District family health survey puts numbers to policy concerns
By Charmaine Seitz
JENIN, 21 July 2008 - Down a Jenin side street, teenage boys bend over pool tables in a dimly-lit warehouse. Many of the teens are from nearby villages, whiling away the summer days in the town's coffee shops.
"There isn't anything like this in 'Arana," says Muhammad 'Omari, 16, of his own village. "Sports, coffee shops and other things."
They are bored, and like nearly six percent of boys ages 10-19 in the Jenin district, they are casual smokers.
A few blocks away, the prevalence of teenage smoking in Jenin is being discussed by roomful of policy makers. For the first time ever, they are able to use the results of a Palestinian Family Health Survey, funded by UNICEF, United Nations Population Fund (UNFPA) and league of Arab States (LAS): Pan Arab Family Health Project to promote policy and development programming on a local/district level.
While talking to young people about their lives provides hints of planning needs, the new survey gives a clear picture of the status of major indicators.
The survey, carried out in 2006 by the Palestinian Central Bureau of Statistics (PCBS), is a national survey, covering the whole of the West Bank and Gaza Strip. The focus of the meeting, has however on one of the eight districts, (four in the West Bank and four in the Gaza Strip), with poor quality of life indicators which show the areas most affected by the conflict. The quality of life indicators included health, education and water and sanitation.
This survey "is very important for the strategic plan," explains Khalid Abu Khalid, PCBS Director for the Health Statistics Department. "When we put our hands on the trends in society, it helps to directly resolve the problems."
While the survey found some positive developments, smoking – particularly teenage smoking -- is higher in Jenin than other districts. More than one out of every five individuals in Jenin smoke.
In addition, while over 99 per cent of Jenin's newborns receive the necessary vaccinations, matching similar rates elsewhere in the occupied Palestinian territories, only 22 per cent of new mothers receive post-natal care. And unfortunately, more new mothers in Jenin receive post-natal care than in most other districts in the occupied Palestinian territory (oPt).
"What can we do to stop this trend?" asked UNICEF Planning and Evaluation Specialist Oladimeji Olowu. "Why are women not going back to the clinic for post-natal care?"
Mr. Olowu noted that the survey has answered the question of WHAT is happening, however the question of WHY is it happening is still unknown. PCBS and other stakeholders can help collect this type of information. Also, the PalInfo database, which the PCBS is managing will be an excellent tool too house/keep all data and statistics, studies, surveys and evaluations regarding the oPt, and monitor progress towards the Millennium Development Goals (MDGs). This will be of tremendous use for programme planners and managers; donors; policy/decision makers, civil society organizations and other stakeholders.
Government officials, medical professionals and humanitarian agency representatives heard a presentation on the survey's findings and discussed how they could inform strategic planning.
"We want to see where there are weaknesses, and how we can change," said Jenin's top health official, Dr. Muhammad Abed. He thought that post-natal care for women could be tied to clinic visits for child vaccinations, for example, where Palestinians have had overwhelming success in meeting their goals.

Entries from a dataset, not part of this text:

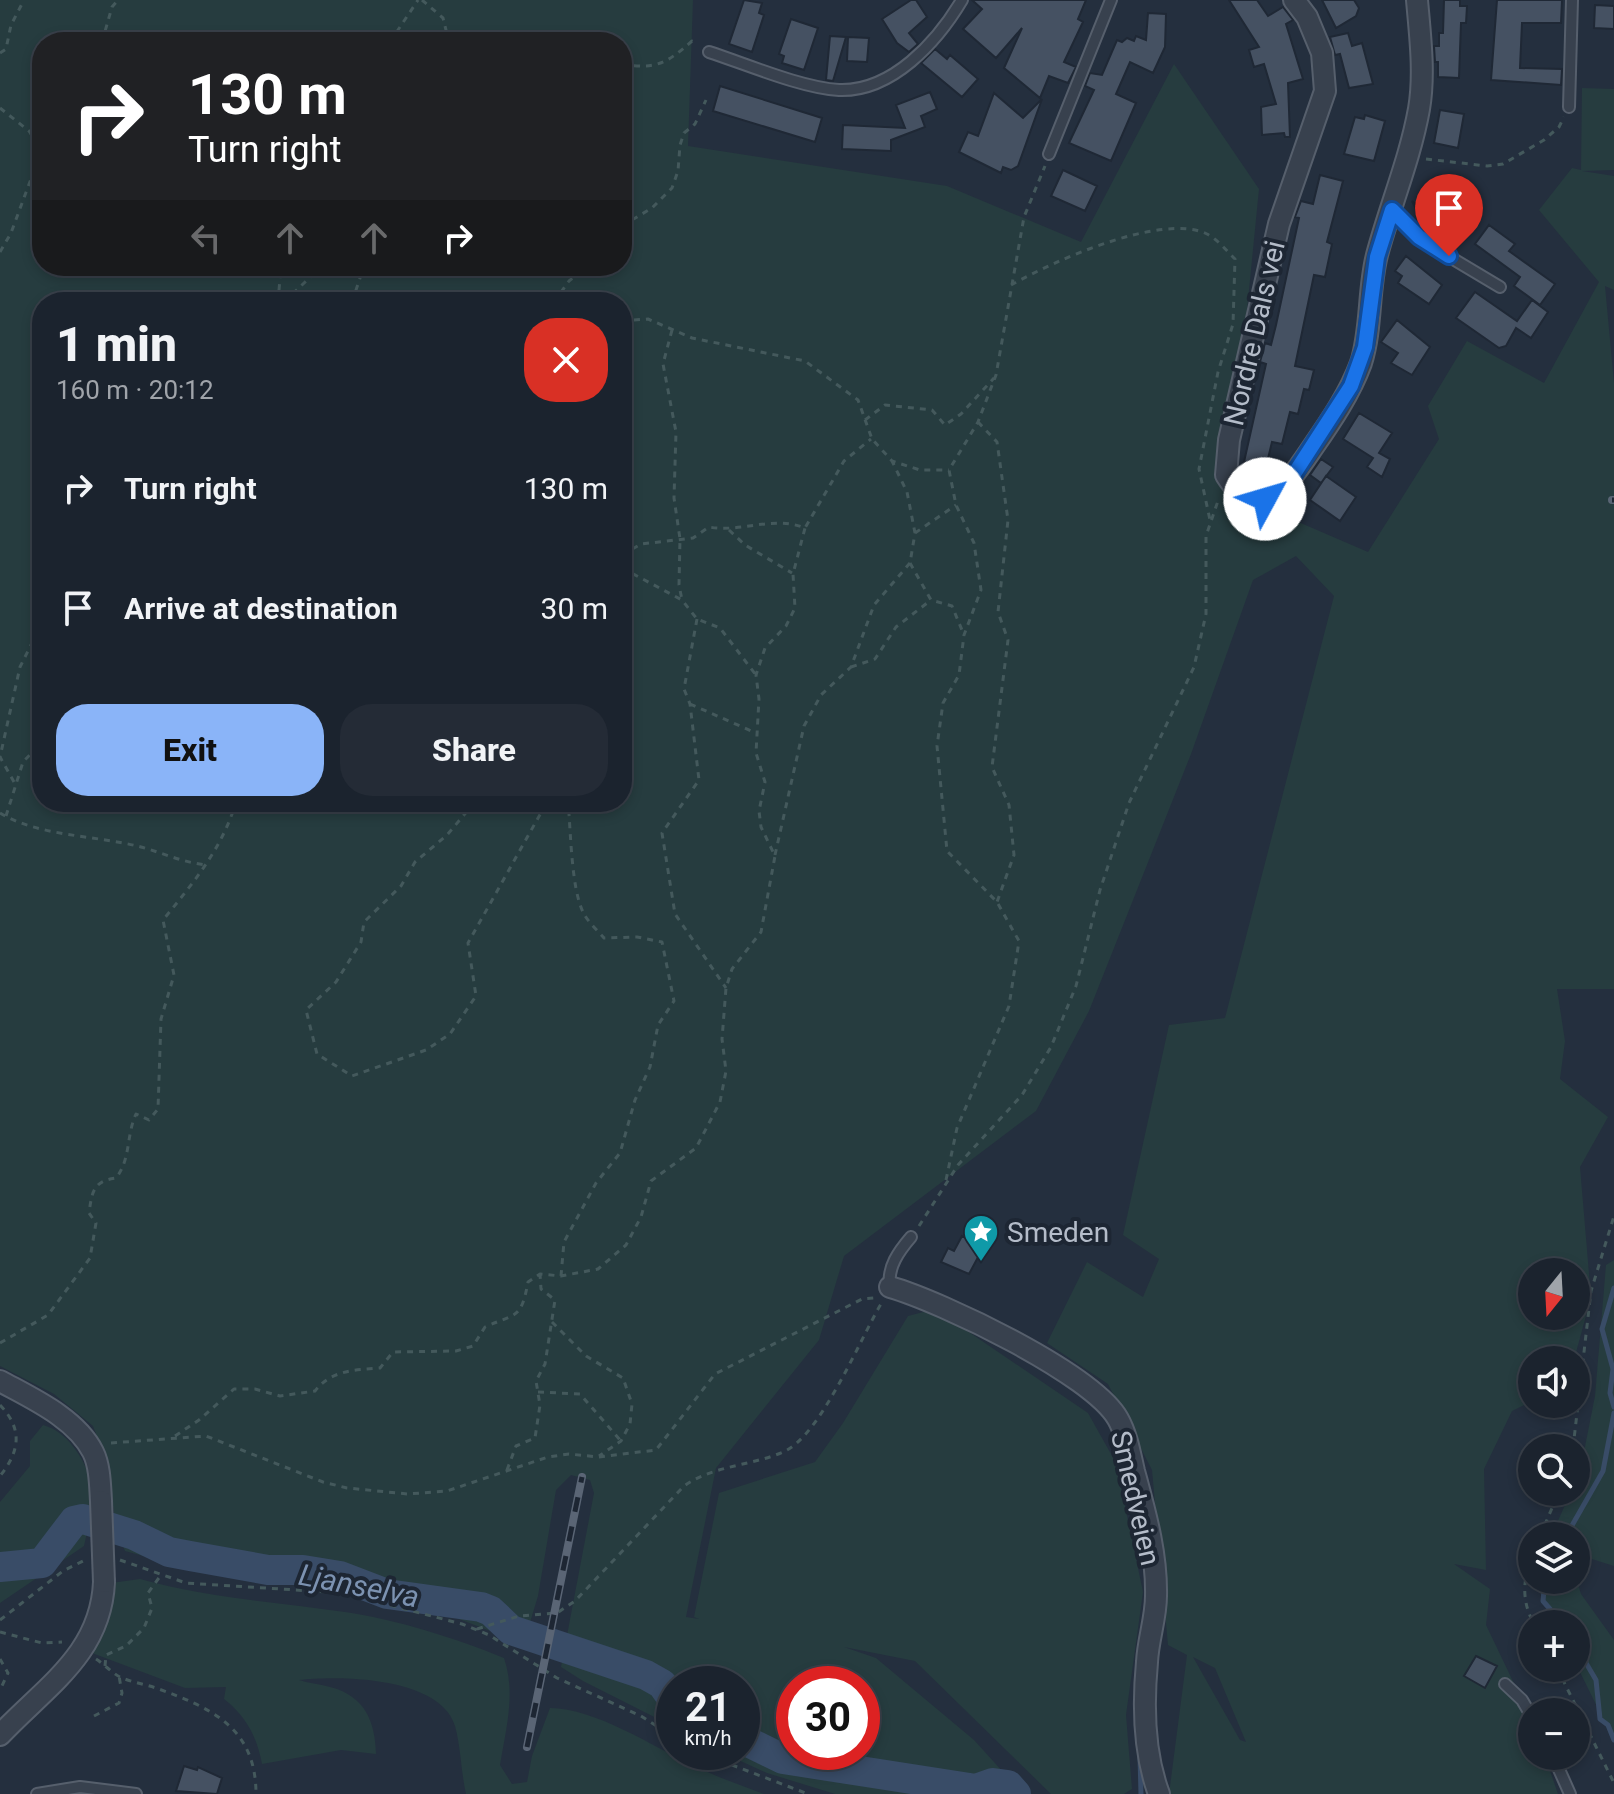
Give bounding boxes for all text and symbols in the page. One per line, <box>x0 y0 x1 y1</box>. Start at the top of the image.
text: 130 m <box>188 62 347 128</box>
icon: right <box>56 64 160 168</box>
text: Turn right <box>188 129 341 171</box>
pin <box>1415 174 1483 256</box>
icon: arrive <box>1427 186 1471 230</box>
icon: left <box>184 216 228 260</box>
icon: ahead <box>268 216 312 260</box>
icon: ahead <box>352 216 396 260</box>
icon: right <box>436 216 480 260</box>
street label: Nordre Dals vei <box>1217 237 1292 429</box>
text: 1 min <box>56 316 177 373</box>
button: close <box>524 318 608 402</box>
text: 160 m · 20:12 <box>56 375 214 405</box>
position arrow <box>1223 457 1307 541</box>
icon: right <box>56 466 100 510</box>
text: Turn right <box>124 471 257 506</box>
text: 130 m <box>524 471 608 506</box>
icon: arrive <box>56 586 100 630</box>
text: Arrive at destination <box>124 591 398 626</box>
text: 30 m <box>541 591 608 626</box>
button: Exit <box>56 704 324 796</box>
button: Share <box>340 704 608 796</box>
place icon: Smeden <box>962 1213 1000 1263</box>
place label: Smeden <box>1007 1216 1109 1249</box>
north arrow <box>1518 1258 1590 1330</box>
map controls <box>1518 1258 1590 1770</box>
button: sound <box>1518 1346 1590 1418</box>
street label: Smedveien <box>1104 1428 1167 1569</box>
button: search <box>1518 1434 1590 1506</box>
button: layers <box>1518 1522 1590 1594</box>
water label: Ljanselva <box>296 1557 422 1614</box>
button: + <box>1518 1610 1590 1682</box>
speed limit sign: 30 <box>776 1666 880 1770</box>
text: 21 <box>685 1684 731 1731</box>
button: − <box>1518 1698 1590 1770</box>
text: km/h <box>685 1726 731 1750</box>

Every three years, UNICEF carries out multi-indicator cluster surveys to monitor progress on the MDGs. The international body has set the date of 2015 to try to achieve these goals around the world.
This Palestinian family health survey is unique, however, because it provided for the first time ever data at the sub-national (district level). This was only possible because it was conducted jointly with UNFPA and LAS says UNICEF Monitoring Specialist Bana Kaloti.

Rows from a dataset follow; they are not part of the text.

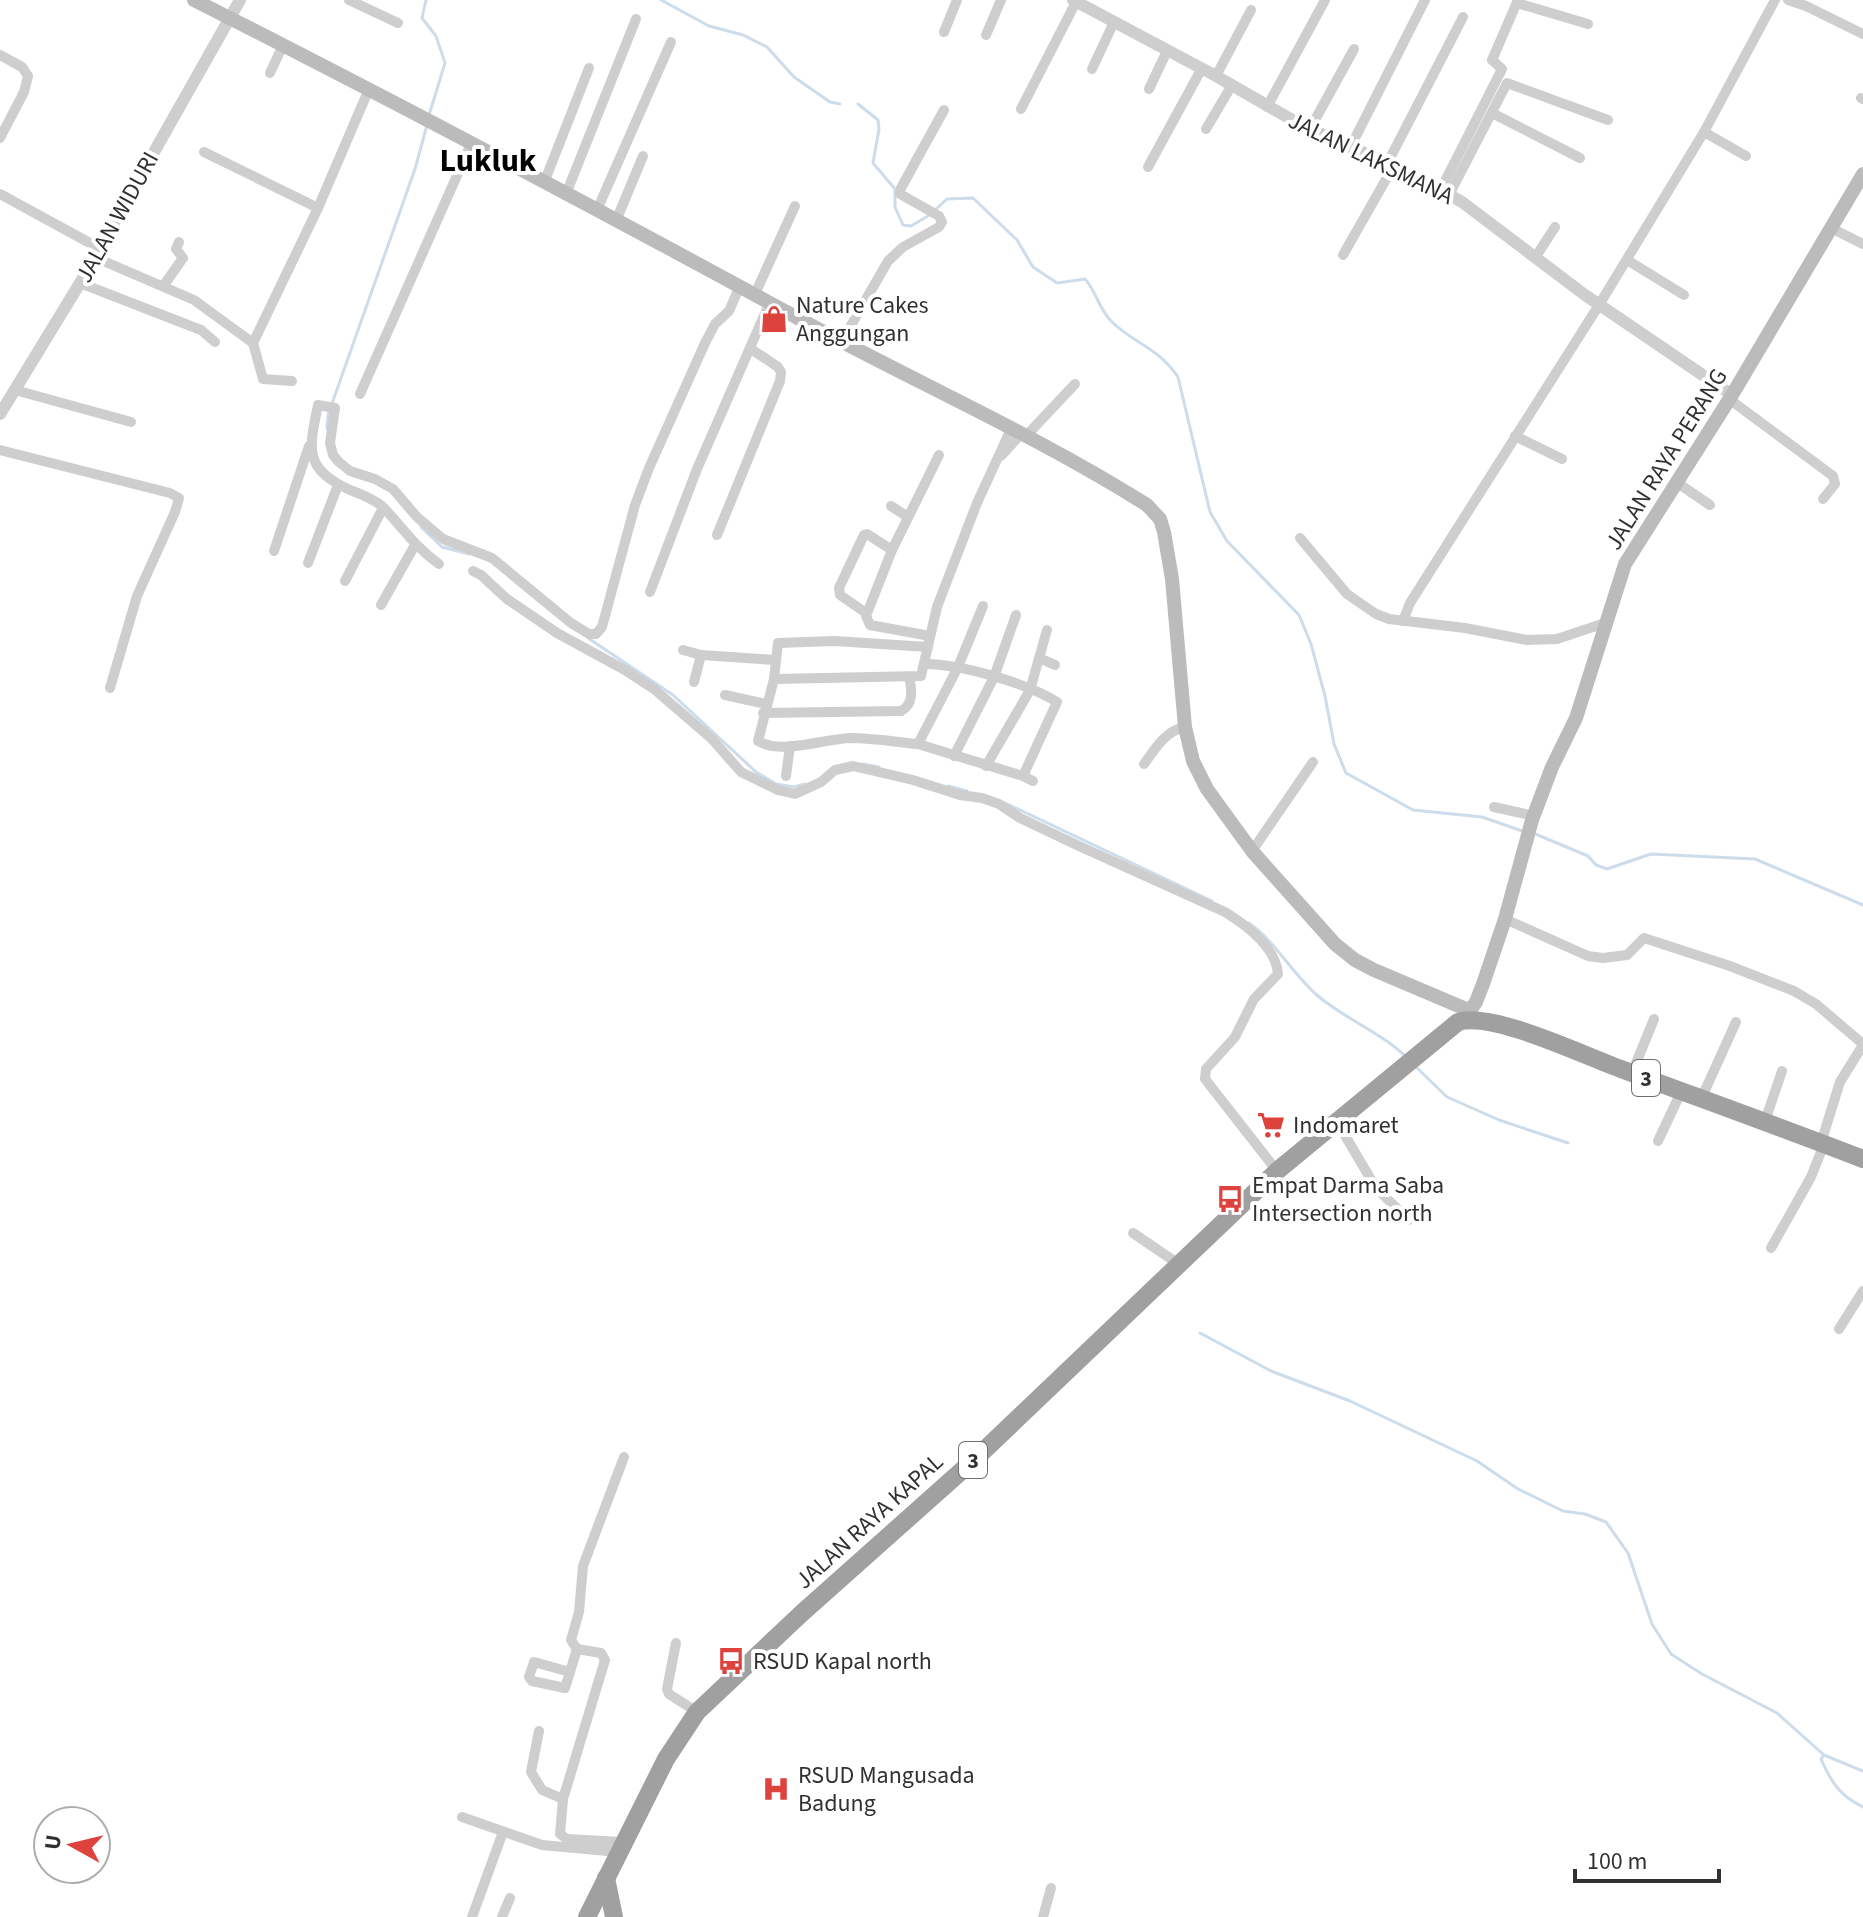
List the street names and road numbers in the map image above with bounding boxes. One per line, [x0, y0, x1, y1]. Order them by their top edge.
street label: JALAN LAKSMANA [1282, 103, 1459, 214]
street label: JALAN WIDURI [67, 145, 168, 289]
street label: JALAN RAYA PERANG [1596, 362, 1736, 557]
road number: 3 [1632, 1060, 1660, 1096]
road number: 3 [959, 1442, 987, 1478]
street label: JALAN RAYA KAPAL [788, 1445, 951, 1597]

"Our planning has always been at national level," says UNICEF project officer –Jenin, Mr. Naim Sadi. "For the first time ever, we are strategically planning at district levels involving community”.

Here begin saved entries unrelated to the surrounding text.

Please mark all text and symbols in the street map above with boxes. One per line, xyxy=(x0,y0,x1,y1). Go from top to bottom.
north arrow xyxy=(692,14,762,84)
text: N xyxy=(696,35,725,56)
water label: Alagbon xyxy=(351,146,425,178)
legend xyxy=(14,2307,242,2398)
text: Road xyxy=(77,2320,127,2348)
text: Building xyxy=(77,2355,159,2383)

Data collection began at the end of 2006, analysis and dissemination of the report was completed in 2007.
This workshop is the first of a series of dissemination workshops of the Palestinian family health survey. Similar dissemination workshops to promote district level planning, will be held in each of the eight districts with poor quality of life indicators to announce the results, and to start a conversation among the various stakeholders about setting strategic goals accordingly. The other targeted districts for district planning are Hebron, Ramallah/al-Bireh, and Nablus in the West Bank, and Gaza City, Northern Gaza, Deir Balah and Khan Younis in the Gaza Strip.
One way the results could be incorporated, says Mr.Chekir, UNFPA Representative, would be for planning officials to develop scenarios based on the survey's results and expected population growth. "Maybe they need five additional midwives a year," he told the group. "We have the capacity here to train them".
Jenin Assistant Governor Abdullah Barakat said that committees would be established to follow up on what next to do, to respond to the survey results. "NGOs, the government and the private sector each have their roles to play," he said.